I've been poking at Evan's Clarifying Inner Alignment Terminology. His post gives two separate pictures (the objective-focused approach, which he focuses on, and the generalization-focused approach, which he mentions at the end). We can consolidate those pictures into one and-or graph as follows:

And-or graphs make explicit which subgoals are jointly sufficient, by drawing an arc between those subgoal lines. So, for example, this claims that intent alignment + capability robustness would be sufficient for impact alignment, but alternatively, outer alignment + robustness would also be sufficient. I've also added colors to make it a bit clearer.
The red represents what belongs entirely to the generalization-focused path. The yellow represents what belongs entirely to the objective-focused path. The blue represents everything else. (In this diagram, all the blue is on both paths, but that will not be the case in my next diagram.)
Note, in particular, that both paths seek outer alignment + objective robustness + capability robustness. According to the above picture, the disagreement between the two paths is only one of which of these sub-goals are better grouped together.

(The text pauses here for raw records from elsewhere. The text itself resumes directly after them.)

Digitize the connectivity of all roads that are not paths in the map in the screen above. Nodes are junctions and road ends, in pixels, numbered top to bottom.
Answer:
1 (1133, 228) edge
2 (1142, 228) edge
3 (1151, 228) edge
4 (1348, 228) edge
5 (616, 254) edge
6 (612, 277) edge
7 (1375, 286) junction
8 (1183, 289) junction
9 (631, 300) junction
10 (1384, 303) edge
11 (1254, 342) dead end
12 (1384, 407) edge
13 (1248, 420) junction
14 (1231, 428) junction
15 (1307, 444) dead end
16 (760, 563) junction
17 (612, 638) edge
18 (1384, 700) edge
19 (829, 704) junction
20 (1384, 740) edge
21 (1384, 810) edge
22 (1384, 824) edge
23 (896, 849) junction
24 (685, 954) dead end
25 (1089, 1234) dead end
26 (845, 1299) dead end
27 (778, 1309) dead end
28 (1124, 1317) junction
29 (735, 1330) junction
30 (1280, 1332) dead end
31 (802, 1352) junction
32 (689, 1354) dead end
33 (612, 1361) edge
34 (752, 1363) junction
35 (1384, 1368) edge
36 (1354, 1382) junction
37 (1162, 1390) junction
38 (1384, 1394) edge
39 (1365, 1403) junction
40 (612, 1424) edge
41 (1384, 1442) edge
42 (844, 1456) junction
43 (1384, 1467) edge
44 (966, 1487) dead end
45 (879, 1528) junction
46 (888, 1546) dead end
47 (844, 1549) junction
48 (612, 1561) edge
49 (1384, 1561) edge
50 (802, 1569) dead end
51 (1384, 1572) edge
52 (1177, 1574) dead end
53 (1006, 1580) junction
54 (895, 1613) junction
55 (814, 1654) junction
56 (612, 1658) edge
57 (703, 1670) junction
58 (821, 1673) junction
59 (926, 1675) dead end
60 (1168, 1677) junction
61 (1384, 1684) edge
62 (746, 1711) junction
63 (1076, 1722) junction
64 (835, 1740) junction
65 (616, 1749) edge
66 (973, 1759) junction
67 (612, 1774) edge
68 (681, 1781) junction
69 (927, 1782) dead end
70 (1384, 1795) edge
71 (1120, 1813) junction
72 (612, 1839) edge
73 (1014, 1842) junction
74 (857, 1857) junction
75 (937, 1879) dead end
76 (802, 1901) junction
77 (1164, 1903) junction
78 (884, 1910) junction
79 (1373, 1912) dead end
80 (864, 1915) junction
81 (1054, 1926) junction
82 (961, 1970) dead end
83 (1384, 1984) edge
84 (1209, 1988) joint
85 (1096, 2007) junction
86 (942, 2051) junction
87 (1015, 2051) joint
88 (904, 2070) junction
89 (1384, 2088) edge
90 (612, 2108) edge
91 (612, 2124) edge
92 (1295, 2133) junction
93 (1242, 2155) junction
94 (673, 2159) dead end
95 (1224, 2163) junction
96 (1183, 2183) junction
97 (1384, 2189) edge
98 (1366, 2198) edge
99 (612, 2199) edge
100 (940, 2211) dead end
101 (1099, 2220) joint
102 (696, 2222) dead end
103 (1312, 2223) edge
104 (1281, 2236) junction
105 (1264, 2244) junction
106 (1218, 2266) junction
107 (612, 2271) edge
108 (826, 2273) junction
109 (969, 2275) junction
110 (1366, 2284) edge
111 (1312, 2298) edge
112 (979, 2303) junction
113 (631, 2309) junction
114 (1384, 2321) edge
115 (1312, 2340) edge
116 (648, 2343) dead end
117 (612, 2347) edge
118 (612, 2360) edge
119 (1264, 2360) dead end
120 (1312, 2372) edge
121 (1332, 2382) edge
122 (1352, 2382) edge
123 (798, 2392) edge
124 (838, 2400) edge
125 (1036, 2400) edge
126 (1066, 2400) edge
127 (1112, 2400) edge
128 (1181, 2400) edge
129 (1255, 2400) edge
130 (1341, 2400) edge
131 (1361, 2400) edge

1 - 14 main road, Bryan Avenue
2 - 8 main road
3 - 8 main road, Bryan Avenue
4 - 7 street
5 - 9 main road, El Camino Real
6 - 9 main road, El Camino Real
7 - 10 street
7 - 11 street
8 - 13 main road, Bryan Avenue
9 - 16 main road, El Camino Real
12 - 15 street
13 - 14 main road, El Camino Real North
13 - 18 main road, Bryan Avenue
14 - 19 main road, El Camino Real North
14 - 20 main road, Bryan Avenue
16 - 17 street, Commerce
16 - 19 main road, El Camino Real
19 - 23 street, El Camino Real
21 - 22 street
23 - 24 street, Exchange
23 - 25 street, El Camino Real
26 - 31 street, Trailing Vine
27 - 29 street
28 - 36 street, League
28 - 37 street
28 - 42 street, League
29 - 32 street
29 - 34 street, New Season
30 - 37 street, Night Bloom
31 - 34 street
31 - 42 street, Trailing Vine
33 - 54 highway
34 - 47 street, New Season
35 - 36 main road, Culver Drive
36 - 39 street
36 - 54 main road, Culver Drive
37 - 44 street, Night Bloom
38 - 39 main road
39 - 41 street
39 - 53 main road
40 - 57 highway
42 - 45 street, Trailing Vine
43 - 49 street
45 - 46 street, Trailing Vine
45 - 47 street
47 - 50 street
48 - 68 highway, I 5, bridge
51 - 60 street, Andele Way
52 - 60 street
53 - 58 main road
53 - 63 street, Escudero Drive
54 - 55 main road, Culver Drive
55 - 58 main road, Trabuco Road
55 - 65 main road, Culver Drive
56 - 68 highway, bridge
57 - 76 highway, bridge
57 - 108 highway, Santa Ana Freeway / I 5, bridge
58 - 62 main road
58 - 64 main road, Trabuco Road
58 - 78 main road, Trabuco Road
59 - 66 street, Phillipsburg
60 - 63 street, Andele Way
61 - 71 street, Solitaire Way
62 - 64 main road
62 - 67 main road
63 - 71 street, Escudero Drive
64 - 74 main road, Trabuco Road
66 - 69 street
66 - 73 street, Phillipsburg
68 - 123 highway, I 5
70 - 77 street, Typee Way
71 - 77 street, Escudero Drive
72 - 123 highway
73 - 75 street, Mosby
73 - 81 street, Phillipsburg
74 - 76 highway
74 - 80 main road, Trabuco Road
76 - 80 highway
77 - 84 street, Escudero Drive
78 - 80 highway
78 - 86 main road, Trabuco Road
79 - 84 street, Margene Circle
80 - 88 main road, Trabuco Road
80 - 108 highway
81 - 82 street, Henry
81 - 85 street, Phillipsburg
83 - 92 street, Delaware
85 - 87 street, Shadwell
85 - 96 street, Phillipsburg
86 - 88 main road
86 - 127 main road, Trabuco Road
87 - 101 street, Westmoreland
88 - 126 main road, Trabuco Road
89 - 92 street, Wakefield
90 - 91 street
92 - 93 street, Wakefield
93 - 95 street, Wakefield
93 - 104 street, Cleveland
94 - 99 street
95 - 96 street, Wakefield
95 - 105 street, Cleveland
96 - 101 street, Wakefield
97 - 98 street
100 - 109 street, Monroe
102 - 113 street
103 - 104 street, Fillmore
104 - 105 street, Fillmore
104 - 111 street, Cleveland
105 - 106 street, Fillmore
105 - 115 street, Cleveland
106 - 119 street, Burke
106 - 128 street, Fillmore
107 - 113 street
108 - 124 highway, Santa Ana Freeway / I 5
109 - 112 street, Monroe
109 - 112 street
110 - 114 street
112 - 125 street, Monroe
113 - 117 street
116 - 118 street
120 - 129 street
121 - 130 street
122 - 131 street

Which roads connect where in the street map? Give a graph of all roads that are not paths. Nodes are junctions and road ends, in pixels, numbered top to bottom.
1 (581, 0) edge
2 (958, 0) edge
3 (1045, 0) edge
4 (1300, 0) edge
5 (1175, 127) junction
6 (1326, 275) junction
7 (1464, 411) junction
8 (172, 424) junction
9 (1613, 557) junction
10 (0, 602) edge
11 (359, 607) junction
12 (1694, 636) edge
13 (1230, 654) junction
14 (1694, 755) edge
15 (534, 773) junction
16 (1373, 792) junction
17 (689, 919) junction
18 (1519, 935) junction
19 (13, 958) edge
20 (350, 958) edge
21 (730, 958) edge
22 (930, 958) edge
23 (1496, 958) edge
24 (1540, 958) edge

But this doesn't seem to actually be true. Objective Robustness and Inner Alignment Terminology points out that, really, the two approaches want to define some of the terminology differently. My previous post on the subject suggests even more differences. Putting these things together, and with some other revisions, I suggest this revised joint graph:

The and-or graph here has been supplemented with double-headed arrows, which indicate a looser relationship of pseudo-equivalence (more on this later).
Definitions:
- Behavioral Alignment: This is just another way to say "impact alignment" that's more consistent with the rest of the terminology. Behavioral alignment means alignment in terms of what the system actually does. I don't want to delve into the definition of the term "alignment" itself in this post, so, that's about all I can say.
- Inner Robustness: This means that the mesa-objective is efficiently pursued under a wide range of circumstances (ie, including distributional shift). In other words: whatever the mesa-optimizer wants, it is broadly capable of achieving it.
- On-Distribution Alignment: Objective Robustness and Inner Alignment pointed out that the generalization-focused path re-defines "outer alignment" as "alignment on the training distribution" (so that we can then think of the rest of the alignment problem as a problem of generalization). I take this to mean both that the base objective is aligned on the training distribution, and that the behavior of the trained system is aligned on the training distribution. (One implies the other, if training succeeds.)
- Robustness: Performing well on the base objective in a wide range of circumstances.
- Intent Alignment: A model is intent-aligned if it has a mesa-objective, and that mesa-objective is aligned with humans. (Again, I don't want to get into exactly what "alignment" means.)
- Capability Robustness: As elsewhere, I define this as performing well on a behavioral objective even off-distribution. The system is highly capable at something, but we say nothing about what that thing is.
- Objective Robustness: The behavioral objective of the system is aligned with the base objective, even under distributional shift. [EDIT: I now want to re-define this as follows: the behavioral objective generalizes acceptably. See discussion under "red lines".]
- Inner Alignment: A system is inner-aligned if it has a mesa-objective, and that mesa-objective is aligned with the base objective.
- Outer Alignment: The base objective is aligned with humans.
Yellow Lines:
These lines represent the objective-centric approach. I think this rendering is more accurate than Evan's, primarily because my definition of intent alignment seems truer to Paul's original intention, and secondarily because inner alignment and outer alignment now form a nice pair.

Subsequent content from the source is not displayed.